Researchers in Whitehead Institute Founding Member Rudolf Jaenisch's lab have studied Rett syndrome for many years in order to understand the biological mechanisms that cause disease symptoms, and to identify possible avenues for treatments or a cure.

Jaenisch and colleagues have gained many insights into the biology of Rett syndrome and developed tools that can rescue neurons from Rett syndrome symptoms in lab models. However, much about the biology of Rett syndrome remains unknown.

New research from Jaenisch and postdoc Danielle Tomasello focuses on an understudied question: how Rett syndrome affects cell types in the human brain other than neurons. Specifically, Tomasello investigated the effects of Rett syndrome on astrocytes, a type of brain cell that supports and provides energy for neurons.

The work, published in Scientific Reports, details changes that occur in Rett syndrome astrocytes, in particular in relation to their mitochondria, and shows how these changes directly impact neurons. The findings provide a new framework for thinking about Rett syndrome and possible new avenues for therapies.

"By considering Rett syndrome from a different perspective, this project expands our understanding of a multifaceted and thus far incurable disease," says Jaenisch, who is also a professor of biology at the Massachusetts Institute of Technology.

Energy metabolism in Rett syndrome

Mitochondria are organelles that generate energy, which cells use to carry out their functions, and mitochondrial dysfunction was known to occur in Rett syndrome. Jaenisch and Tomasello found that mitochondria in astrocytes are particularly affected, even more so than mitochondria in neurons.

Tomasello grew human stem-cell-derived astrocytes in 2D cultures and also grew 3D organoids: mini brain-like tissues that contain multiple cell types growing in a structure that resembles actual brain anatomy. This approach allowed Tomasello to use human cells, rather than an animal model, and to study how cells behave within a brain-like environment.

When the researchers observed Rett astrocytes grown in these conditions, they found that the mitochondria were misshapen. They were short, small circles instead of large, long ovals. Additional studies showed evidence of the mitochondria experiencing stress and not being able to generate enough energy through their usual processes.

Because the mitochondria did not have enough of the typical proteins they use to make energy, they began to break down the cell's supply of the building blocks of proteins, amino acids, for parts to make up for the missing material. Additionally, the researchers observed an increase in reactive oxygen species, byproducts of mitochondrial metabolism that are toxic to the cell.

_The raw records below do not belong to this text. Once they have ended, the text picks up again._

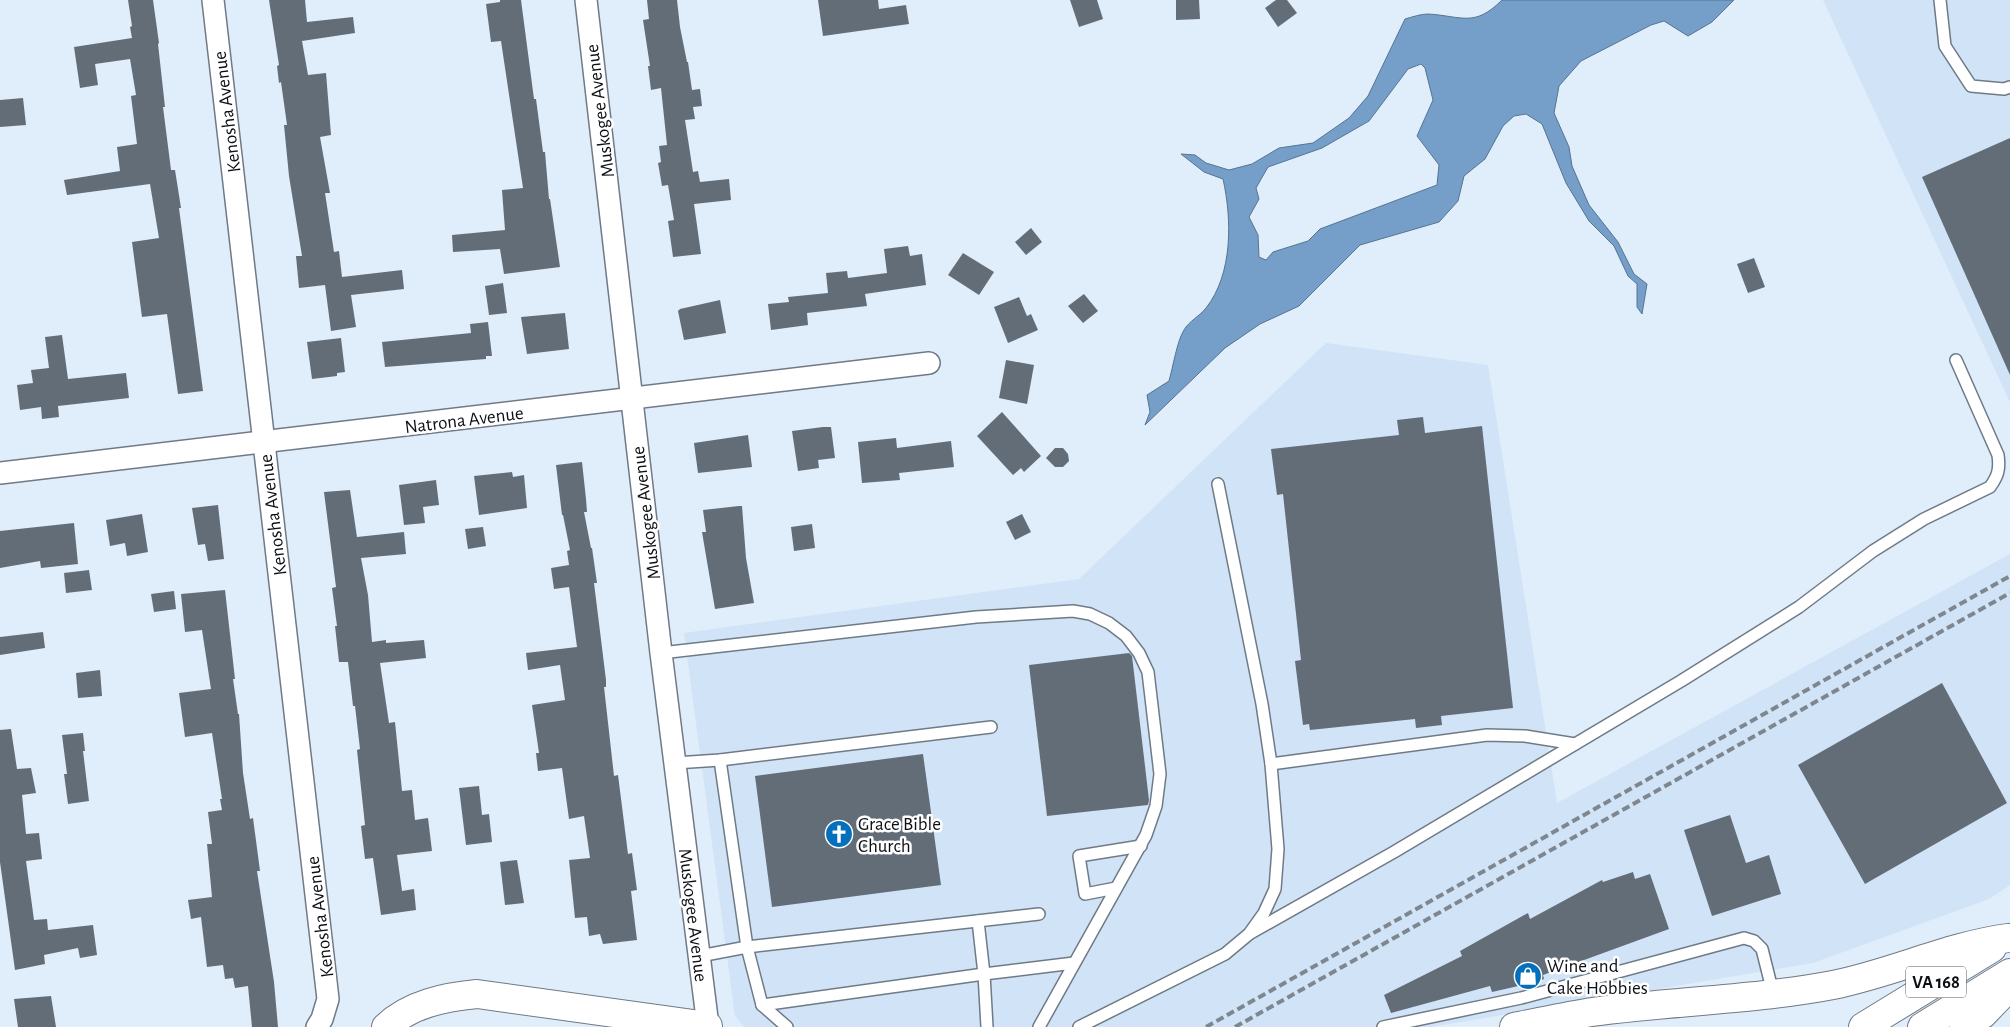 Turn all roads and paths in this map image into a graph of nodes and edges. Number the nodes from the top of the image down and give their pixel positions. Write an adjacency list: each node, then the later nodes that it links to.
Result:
1 (213, 0): 8 (street, Kenosha Avenue)
2 (586, 0): 7 (street, Muskogee Avenue)
3 (1940, 0): 4 (lane)
4 (2010, 87)
5 (1956, 360): 13 (lane)
6 (929, 363): 7 (street, Natrona Avenue)
7 (632, 399): 8 (street, Natrona Avenue); 11 (street, Muskogee Avenue)
8 (264, 442): 9 (street, Natrona Avenue); 33 (street, Kenosha Avenue)
9 (0, 473)
10 (1218, 484): 16 (lane)
11 (662, 653): 15 (street, Muskogee Avenue); 17 (lane)
12 (991, 727): 14 (lane)
13 (1575, 744): 16 (lane); 21 (lane)
14 (720, 760): 15 (lane); 23 (lane)
15 (675, 763): 24 (street, Muskogee Avenue)
16 (1271, 764): 21 (lane)
17 (1141, 846): 18 (lane); 18 (lane)
18 (1116, 888): 25 (lane)
19 (1039, 914): 20 (lane)
20 (978, 921): 23 (lane); 26 (lane)
21 (1249, 934): 39 (lane)
22 (2009, 937): 29 (highway); 42 (highway, VA 168)
23 (747, 947): 24 (lane); 31 (lane)
24 (700, 956): 32 (street, Muskogee Avenue)
25 (1074, 964): 26 (lane); 38 (lane)
26 (984, 974): 31 (lane); 37 (lane)
27 (2010, 974): 43 (highway, VA 168)
28 (2010, 986): 44 (highway)
29 (1773, 993): 40 (lane); 41 (highway)
30 (433, 1003): 32 (highway); 34 (highway); 35 (highway)
31 (762, 1005): 36 (lane)
32 (709, 1026)
33 (317, 1027)
34 (386, 1027)
35 (411, 1027)
36 (787, 1027)
37 (987, 1027)
38 (1039, 1027)
39 (1078, 1027)
40 (1383, 1027)
41 (1521, 1027)
42 (1863, 1027)
43 (1922, 1027)
44 (1964, 1027)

Further experiments suggested that the cells try to compensate for this mitochondrial stress by increasing transcription of mitochondrial genes. For example, Tomasello found that regions of DNA called promoters that can increase expression of key mitochondrial genes were more open for the cell to use in Rett astrocytes. Together, these findings paint a picture of severe mitochondrial dysfunction in Rett astrocytes.

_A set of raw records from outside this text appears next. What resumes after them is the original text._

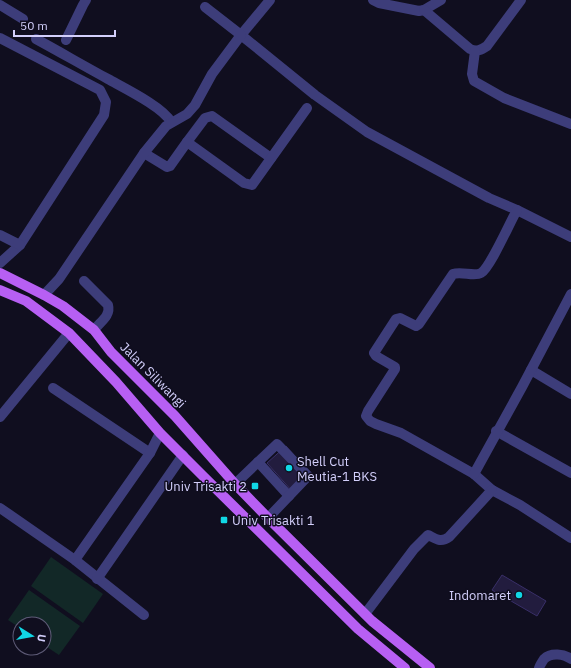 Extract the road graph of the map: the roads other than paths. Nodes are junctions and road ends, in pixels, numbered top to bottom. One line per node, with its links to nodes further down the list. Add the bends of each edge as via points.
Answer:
1 (86, 0): 13 (street)
2 (270, 0): 10 (street)
3 (372, 0): 8 (street, via 379,4)
4 (441, 0): 8 (street)
5 (521, 0): 14 (street, via 487,46)
6 (0, 5): 9 (street)
7 (205, 7): 10 (street)
8 (424, 10): 14 (street, via 470,49)
9 (23, 19)
10 (241, 35): 16 (street, via 212,74 195,105 187,114); 21 (street, via 315,95 367,132 489,198)
11 (0, 38): 24 (street, via 100,90 106,102 104,116)
12 (36, 39): 16 (street, via 140,97 163,112)
13 (66, 40)
14 (476, 51): 17 (street, via 472,74 474,81 504,98)
15 (307, 108): 20 (street)
16 (171, 122): 19 (street, via 161,130)
17 (571, 124)
18 (187, 142): 19 (street, via 167,167); 20 (street, via 205,118 212,116); 20 (street, via 249,185 252,185)
19 (144, 153): 30 (street, via 67,267)
20 (271, 158)
21 (517, 210): 23 (street); 43 (street, via 492,258 481,273 453,274 419,324 416,326 400,318 396,319 374,353 395,369 366,416 376,424 401,433)
22 (0, 235): 24 (street)
23 (571, 237)
24 (20, 246): 25 (street)
25 (0, 263)
26 (0, 273): 30 (main road, Jalan Siliwangi)
27 (84, 281): 31 (street, via 108,305 109,314)
28 (0, 290): 32 (main road, via 26,301)
29 (571, 294): 33 (street)
30 (44, 295): 31 (main road, Jalan Siliwangi)
31 (94, 330): 44 (main road, Jalan Siliwangi, via 111,352 176,416)
32 (69, 333): 36 (street); 38 (main road)
33 (530, 370): 35 (street); 37 (street)
34 (53, 388): 39 (street)
35 (571, 394)
36 (0, 417)
37 (496, 431): 42 (street); 43 (street)
38 (160, 433): 39 (street); 40 (main road)
39 (150, 452): 52 (street)
40 (183, 455): 46 (main road); 53 (street)
41 (258, 462): 44 (street); 47 (street); 47 (street, via 277,444 308,476)
42 (571, 473)
43 (474, 474): 45 (street)
44 (234, 484): 46 (main road); 49 (main road, Jalan Siliwangi)
45 (492, 490): 51 (street); 54 (street, via 445,540 441,541 428,534)
46 (222, 494): 50 (main road)
47 (289, 496): 49 (street)
48 (0, 508): 52 (street)
49 (268, 518): 50 (main road); 54 (main road, Jalan Siliwangi)
50 (256, 529): 57 (main road, via 358,629)
51 (571, 538)
52 (75, 560): 53 (street)
53 (97, 579): 55 (street)
54 (365, 614): 58 (main road, Jalan Siliwangi)
55 (144, 615)
56 (571, 659): 59 (street, via 565,655 555,654 544,659)
57 (403, 667)
58 (430, 668)
59 (539, 668)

Although mitochondria in Rett neurons did not have such severe defects, astrocytes and neurons have a close relationship. Not only do neurons rely on astrocytes to supply them with energy, they even accept mitochondria from astrocytes to use for themselves.

Jaenisch and Tomasello found that neurons take up dysfunctional mitochondria from Rett astrocytes at a higher rate than they take up mitochondria from unaffected astrocytes. This means that the effects of Rett syndrome on astrocytes have a direct effect on neurons: the dysfunctional mitochondria from the astrocytes end up in the neurons, where they cause damage.

Tomasello took mitochondria from Rett astrocytes and placed them on both healthy and Rett neurons. In either case, the neurons took up the dysfunctional mitochondria in large numbers and then experienced significant problems.

The neurons entered a hyperexcitable state that is ultimately toxic to the brain. The neurons also contained higher levels of reactive oxygen species, the toxic byproducts of mitochondrial metabolism, which can cause widespread damage. These effects occurred even in otherwise healthy neurons that did not themselves contain a Rett-causing MECP2 mutation.

"This shows that in order to understand Rett syndrome, we need to look beyond what's happening in neurons to other cell types," Tomasello says.

Learning about the role that astrocytes play in Rett syndrome could provide new avenues for therapies. The researchers found that supplying affected astrocytes with healthy mitochondria helped them to recover normal mitochondrial function.

This suggests to Tomasello that one possibility for future Rett syndrome therapies could be something that either targets mitochondria, or supplies additional mitochondria through the bloodstream.

Together, these insights and their possible medical implications demonstrate the importance of taking a broader look at the foundational biology underlying a disease.